Task to carry out: What is needed is an exact copy of the whole listing below, with no pictures.

☆ ☆ ☆

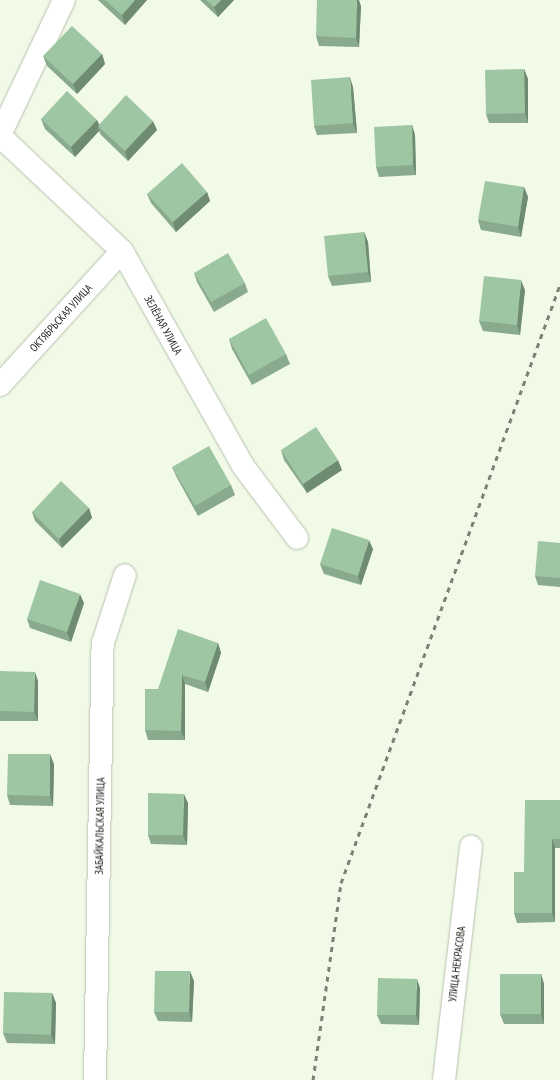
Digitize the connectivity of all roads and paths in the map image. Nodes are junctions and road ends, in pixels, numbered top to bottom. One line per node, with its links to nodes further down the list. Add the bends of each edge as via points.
1 (64, 0): 2 (street, ЗЕЛЁНАЯ УЛИЦА)
2 (0, 136): 3 (street, ЗЕЛЁНАЯ УЛИЦА)
3 (122, 251): 4 (street, ОКТЯБРЬСКАЯ УЛИЦА); 5 (street, ЗЕЛЁНАЯ УЛИЦА, via 243,466)
4 (0, 386)
5 (297, 538)
6 (125, 575): 8 (street, ЗАБАЙКАЛЬСКАЯ УЛИЦА, via 103,643)
7 (470, 847): 9 (street, УЛИЦА НЕКРАСОВА)
8 (96, 1080)
9 (444, 1080)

☆ ☆ ☆

Your solution:
Digitize the connectivity of all roads and paths in the map image. Nodes are junctions and road ends, in pixels, numbered top to bottom. One line per node, with its links to nodes further down the list. Add the bends of each edge as via points.
1 (64, 0): 2 (street, ЗЕЛЁНАЯ УЛИЦА)
2 (0, 136): 3 (street, ЗЕЛЁНАЯ УЛИЦА)
3 (122, 251): 4 (street, ОКТЯБРЬСКАЯ УЛИЦА); 5 (street, ЗЕЛЁНАЯ УЛИЦА, via 243,466)
4 (0, 386)
5 (297, 538)
6 (125, 575): 8 (street, ЗАБАЙКАЛЬСКАЯ УЛИЦА, via 103,643)
7 (470, 847): 9 (street, УЛИЦА НЕКРАСОВА)
8 (96, 1080)
9 (444, 1080)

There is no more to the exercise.